The LLVM+clang the test suite regularly (but not reliably) hangs the kernel (version 4.14.13-300.fc27.x86_64). Sometimes existing processes can limp along for a little bit, but they eventually hang too. In one particular instance, 'top' was open, and I saw "(crashdump)" and "kworker" consuming 100% of the CPU until other threads got ensnarled and the machine was rebooted. How can I help debug this? I've tried disabling core dumps via /etc/security/limits.conf, but that didn't make a difference. If it matters, I'm seeing this bug on a dual Xeon 8168, which probably exacerbates race conditions.
Ding! I tried reproducing this on the console after a clean reboot where X11 was never launched and a bunch of useful debug info was printed. Please see the photos enclosed here: http://znu.io/dual8168hang.tar
Created attachment 1383447 [details] Second example with different backtrace
I've narrowed the bug. By building in /tmp (tmpfs) instead of /home (xfs on NVMe), the bug no longer reproduces.

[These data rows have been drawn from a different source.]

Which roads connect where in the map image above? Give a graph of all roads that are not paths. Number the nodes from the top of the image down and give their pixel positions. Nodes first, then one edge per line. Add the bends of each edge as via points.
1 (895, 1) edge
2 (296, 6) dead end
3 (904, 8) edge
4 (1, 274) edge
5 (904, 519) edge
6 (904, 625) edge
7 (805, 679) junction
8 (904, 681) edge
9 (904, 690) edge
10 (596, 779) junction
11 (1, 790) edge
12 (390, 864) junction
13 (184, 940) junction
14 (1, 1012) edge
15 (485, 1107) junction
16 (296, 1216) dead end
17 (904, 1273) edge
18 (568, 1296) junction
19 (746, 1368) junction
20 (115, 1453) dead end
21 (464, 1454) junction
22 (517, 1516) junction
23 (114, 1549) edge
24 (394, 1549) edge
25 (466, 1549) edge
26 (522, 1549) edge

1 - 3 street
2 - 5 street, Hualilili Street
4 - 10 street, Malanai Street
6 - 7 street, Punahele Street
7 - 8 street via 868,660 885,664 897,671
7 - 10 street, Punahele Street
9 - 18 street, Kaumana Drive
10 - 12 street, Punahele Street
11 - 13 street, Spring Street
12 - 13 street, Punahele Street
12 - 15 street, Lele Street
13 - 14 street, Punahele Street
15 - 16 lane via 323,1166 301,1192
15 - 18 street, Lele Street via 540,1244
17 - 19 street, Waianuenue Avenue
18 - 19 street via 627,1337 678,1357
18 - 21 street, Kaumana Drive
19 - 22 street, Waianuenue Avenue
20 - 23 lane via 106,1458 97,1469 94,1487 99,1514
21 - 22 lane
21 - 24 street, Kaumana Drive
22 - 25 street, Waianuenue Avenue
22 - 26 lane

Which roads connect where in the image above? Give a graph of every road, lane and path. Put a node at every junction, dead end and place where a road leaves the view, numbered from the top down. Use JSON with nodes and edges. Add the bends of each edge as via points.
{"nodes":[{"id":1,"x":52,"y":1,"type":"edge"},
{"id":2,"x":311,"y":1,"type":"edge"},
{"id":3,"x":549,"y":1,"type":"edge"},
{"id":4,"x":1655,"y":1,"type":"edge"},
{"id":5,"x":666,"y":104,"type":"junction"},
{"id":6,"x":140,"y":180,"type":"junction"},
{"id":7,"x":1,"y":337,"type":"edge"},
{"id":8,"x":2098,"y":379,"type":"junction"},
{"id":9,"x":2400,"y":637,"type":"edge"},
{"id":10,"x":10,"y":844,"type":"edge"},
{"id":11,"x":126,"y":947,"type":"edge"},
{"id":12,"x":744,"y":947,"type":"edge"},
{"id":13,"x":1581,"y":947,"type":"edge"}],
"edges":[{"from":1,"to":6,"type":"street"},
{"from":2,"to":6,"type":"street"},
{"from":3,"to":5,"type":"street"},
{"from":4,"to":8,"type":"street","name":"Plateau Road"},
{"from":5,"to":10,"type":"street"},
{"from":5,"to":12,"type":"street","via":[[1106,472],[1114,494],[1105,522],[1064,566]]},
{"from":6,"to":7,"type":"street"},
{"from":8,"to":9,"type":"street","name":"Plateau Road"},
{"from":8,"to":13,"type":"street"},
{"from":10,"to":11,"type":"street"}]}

The bug doesn't reproduce on / (ext4 on SATA SSD). At this point, the bug is either in the NVMe subsystem or xfs.
In case it matters, the lspci -v output: 45:00.0 Non-Volatile memory controller: Toshiba America Info Systems NVMe Controller (rev 01) (prog-if 02 [NVM Express]) Subsystem: Toshiba America Info Systems Device 0001 Flags: bus master, fast devsel, latency 0, IRQ 38, NUMA node 0 Memory at 94200000 (64-bit, non-prefetchable) [size=16K] Capabilities: [40] Power Management version 3 Capabilities: [50] MSI: Enable- Count=1/8 Maskable- 64bit+ Capabilities: [70] Express Endpoint, MSI 00 Capabilities: [b0] MSI-X: Enable+ Count=8 Masked- Capabilities: [100] Advanced Error Reporting Capabilities: [168] Alternative Routing-ID Interpretation (ARI) Capabilities: [178] #19 Capabilities: [198] Latency Tolerance Reporting Capabilities: [1a0] L1 PM Substates Kernel driver in use: nvme Kernel modules: nvme
This reproduces on Rawhide too. Both the debug and non-debug version of 4.15.0-0.rc8.git0.1.fc28.x86_64. I'll attach backtraces from the debug build.

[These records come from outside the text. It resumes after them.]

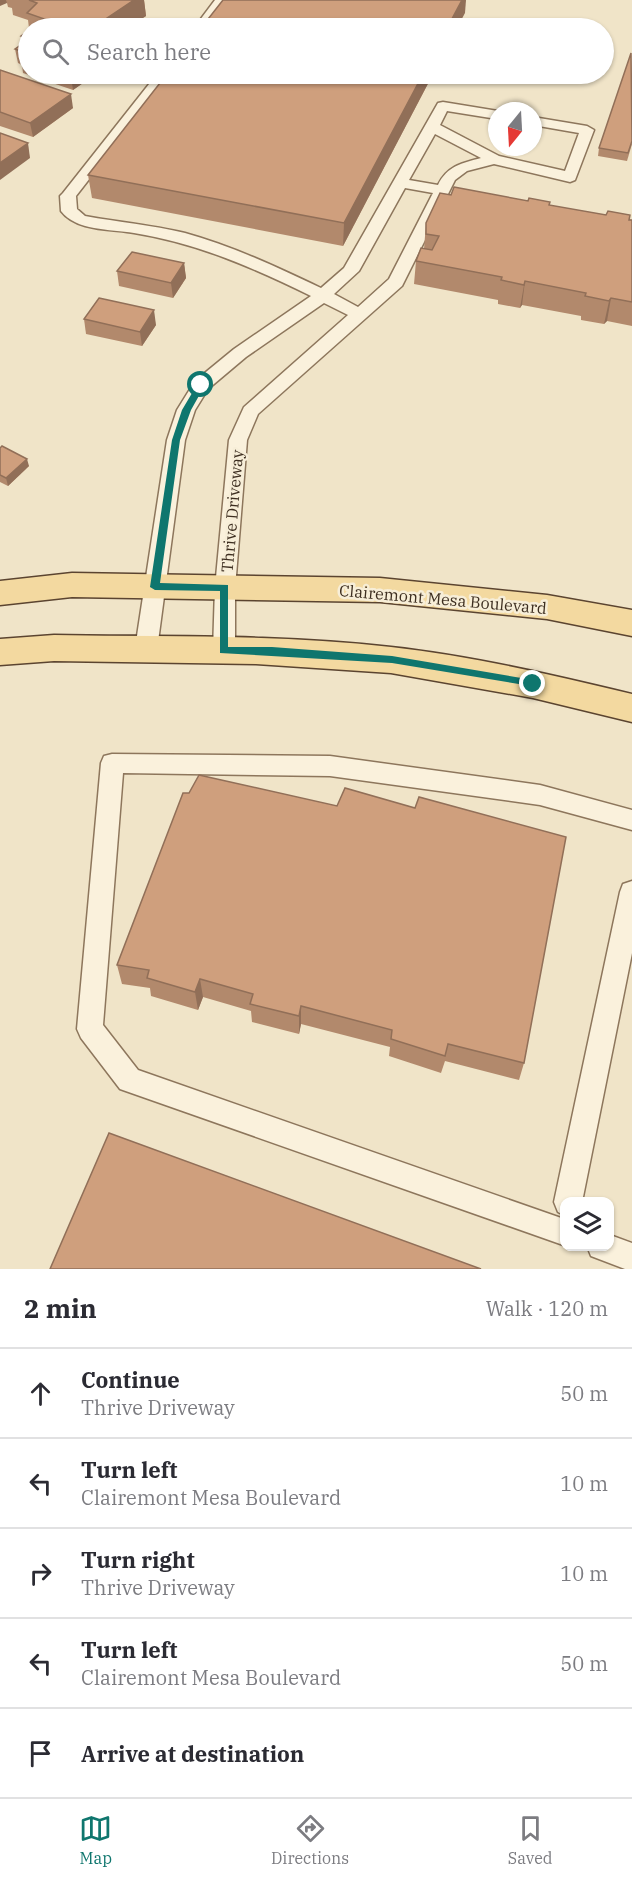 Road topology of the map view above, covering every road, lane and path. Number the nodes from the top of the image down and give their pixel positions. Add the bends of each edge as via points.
1 (222, 0) edge
2 (208, 18) edge
3 (156, 84) edge
4 (488, 114) edge
5 (542, 122) edge
6 (432, 127) junction
7 (494, 159) junction
8 (400, 183) junction
9 (443, 190) junction
10 (322, 296) junction
11 (361, 315) junction
12 (155, 587) junction
13 (225, 588) junction
14 (0, 592) edge
15 (632, 623) edge
16 (146, 649) junction
17 (224, 651) junction
18 (0, 652) edge
19 (632, 708) edge
20 (632, 820) edge
21 (632, 892) edge
22 (569, 1197) edge
23 (560, 1228) edge
24 (614, 1251) edge
25 (632, 1257) edge

1 - 2 lane
3 - 10 lane via 68,196 69,211 81,220 179,237 240,256
4 - 6 lane via 443,106
5 - 7 lane via 587,130 570,177
6 - 7 lane
6 - 8 lane
7 - 9 lane, Thrive Driveway via 462,168 449,177
8 - 9 lane
8 - 10 lane via 351,271
9 - 11 lane, Thrive Driveway via 396,282
10 - 11 lane
10 - 12 lane via 240,353 201,385 191,402 176,440
11 - 13 lane, Thrive Driveway via 250,411 238,440
12 - 13 main road, Clairemont Mesa Boulevard
12 - 14 main road, Clairemont Mesa Boulevard via 72,585
12 - 16 lane
13 - 15 main road, Clairemont Mesa Boulevard via 380,590 547,607
13 - 17 lane, Thrive Driveway
16 - 17 main road
16 - 18 main road
17 - 19 main road via 392,660 533,684
20 - 23 lane via 540,795 330,766 112,763 90,1029 129,1080
21 - 22 lane
24 - 25 lane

Created attachment 1383795 [details] Backtrace part 1 with Rawhide debug kernel
Created attachment 1383796 [details] Backtrace part 2 with Rawhide debug kernel
1) I've now tried both xfs and ext4 on NVMe. They both crash. 2) I've now eliminated NVMe from the equation by testing a loopback partition in /tmp (tmpfs). The bug seems to be in the "[mq-deadline] none" scheduler according to /sys/block/loop0/queue/scheduler.
Can you share a text based version of the log? I can barely read the screenshots. This will need to be reported to the upstream mq-deadline developers if it's a bug in that component.
The images are full size. You can zoom in on them. In any case, I'm going to close the bug. I thought Red Hat might be interested in this because this workstation is sufficiently high end that their RHEL customers would eventually trip over the bug too. But if Red Hat isn't interested, then this bug serves no purpose.